Sunitinib, a multitargeted tyrosine kinase inhibitor, is the frontline therapy for renal and gastrointestinal cancers. In view of its well‐documented proapoptotic and immunoadjuvant properties, we speculate that combination of Sunitinib and immunotherapy would provide a synergistic antitumor effect. Here, we report that a remarkably synergistic antitumor responses elicited by the combined treatment of Sunitinib and an agonistic antibody against glucocorticoid‐induced TNFR related protein (GITR) in a model of metastatic renal cell carcinoma. Sunitinib significantly increased the infiltration, activation, and proliferation and/or cytotoxicity of CD8 + T cells and NK cells in liver metastatic foci when combined with the anti (α)‐GITR agonist, which was associated with treatment‐induced prominent upregulation of Th1‐biased immune genes in the livers from mice receiving combined therapy versus single treatment. Sunitinib/α‐GITR treatment also markedly promoted the maturation, activation and cytokine production of liver‐resident macrophages and DCs compared with that achieved by α‐GITR or Sunitinib treatment alone in mice. Cell depletion experiments demonstrated that CD8 + T cells, NK cells and macrophage infiltrating liver metastatic foci all contribute to the antitumor effect induced by combined treatment.
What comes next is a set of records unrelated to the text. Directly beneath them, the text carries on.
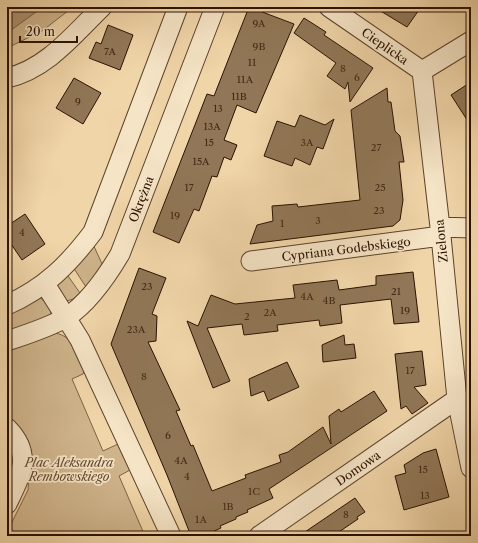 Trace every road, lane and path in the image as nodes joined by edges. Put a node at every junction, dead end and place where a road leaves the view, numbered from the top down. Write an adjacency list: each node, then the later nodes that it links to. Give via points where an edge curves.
1 (102, 7): 7 (street, via 45,62)
2 (178, 7): 11 (street, via 93,232 73,258)
3 (215, 7): 13 (street, Okrężna, via 120,254 91,295)
4 (328, 7): 6 (street, Cieplicka)
5 (471, 41): 6 (street)
6 (422, 71): 9 (street, Zielona)
7 (7, 78)
8 (471, 228): 9 (street, Cypriana Godebskiego)
9 (441, 232): 10 (street, Cypriana Godebskiego); 15 (street, Zielona)
10 (252, 261)
11 (45, 284): 12 (street, via 24,298); 13 (street)
12 (7, 305)
13 (67, 317): 14 (street, Okrężna); 19 (street, via 82,342)
14 (7, 341)
15 (457, 399): 17 (street, Zielona); 20 (street, Domowa)
16 (7, 428): 18 (street, via 18,438 23,453 20,479)
17 (471, 468)
18 (7, 504)
19 (171, 536)
20 (259, 536) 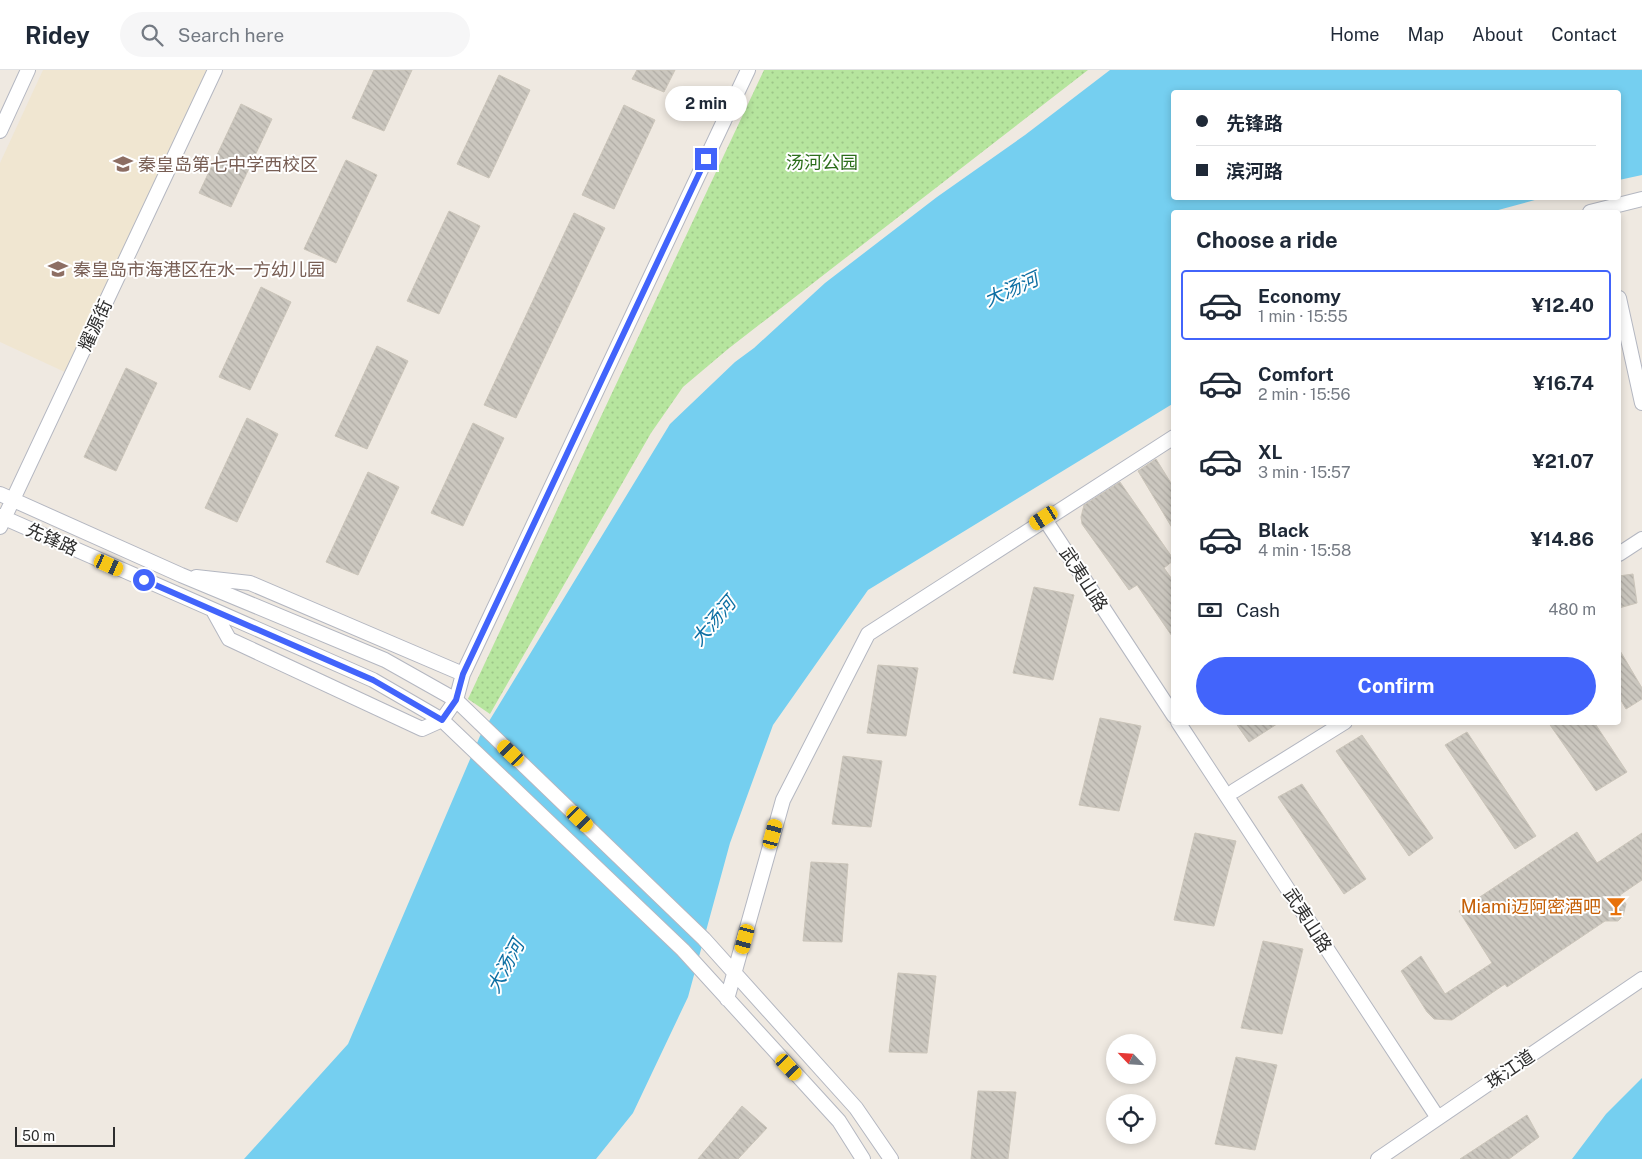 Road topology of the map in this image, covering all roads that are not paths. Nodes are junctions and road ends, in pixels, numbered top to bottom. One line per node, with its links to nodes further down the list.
1 (28, 70): 4 (street)
2 (215, 70): 11 (street, 耀源街)
3 (748, 70): 18 (street)
4 (0, 131)
5 (1642, 199): 6 (street)
6 (1603, 210)
7 (1621, 306): 8 (street)
8 (1638, 370): 9 (street)
9 (1642, 403)
10 (1171, 439): 12 (street)
11 (6, 497): 13 (street, 耀源街); 16 (street)
12 (1044, 518): 20 (street, 武夷山路); 25 (street)
13 (1, 520): 17 (street, 先锋路)
14 (1642, 539): 15 (street)
15 (1621, 553)
16 (181, 575): 18 (street); 19 (street)
17 (214, 612): 21 (street, 先锋路); 21 (street)
18 (463, 674): 19 (street)
19 (456, 700): 21 (street); 25 (street)
20 (1171, 711)
21 (442, 720): 27 (street, 先锋路)
22 (1180, 725): 28 (street, 武夷山路)
23 (1340, 725): 24 (street)
24 (1234, 791)
25 (736, 974): 27 (street); 30 (street)
26 (1642, 979): 28 (street, 珠江道)
27 (727, 999): 29 (street, 先锋路)
28 (1438, 1118): 31 (street, 珠江道)
29 (863, 1159)
30 (891, 1159)
31 (1378, 1159)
Furthermore, mechanistic investigation revealed that Sunitinib treatment reprograms tumor‐associated macrophages toward classically activated or “M1” polarization upon GITR stimulation and consequently mounts an antitumor CD8 + T and NK cell response via inhibiting STAT3 activity. Thus, our findings provide a proof of concept that Sunitinib can synergize with α‐GITR treatment to remodel the tumor immune microenvironment to trigger regressions of an established metastatic cancer.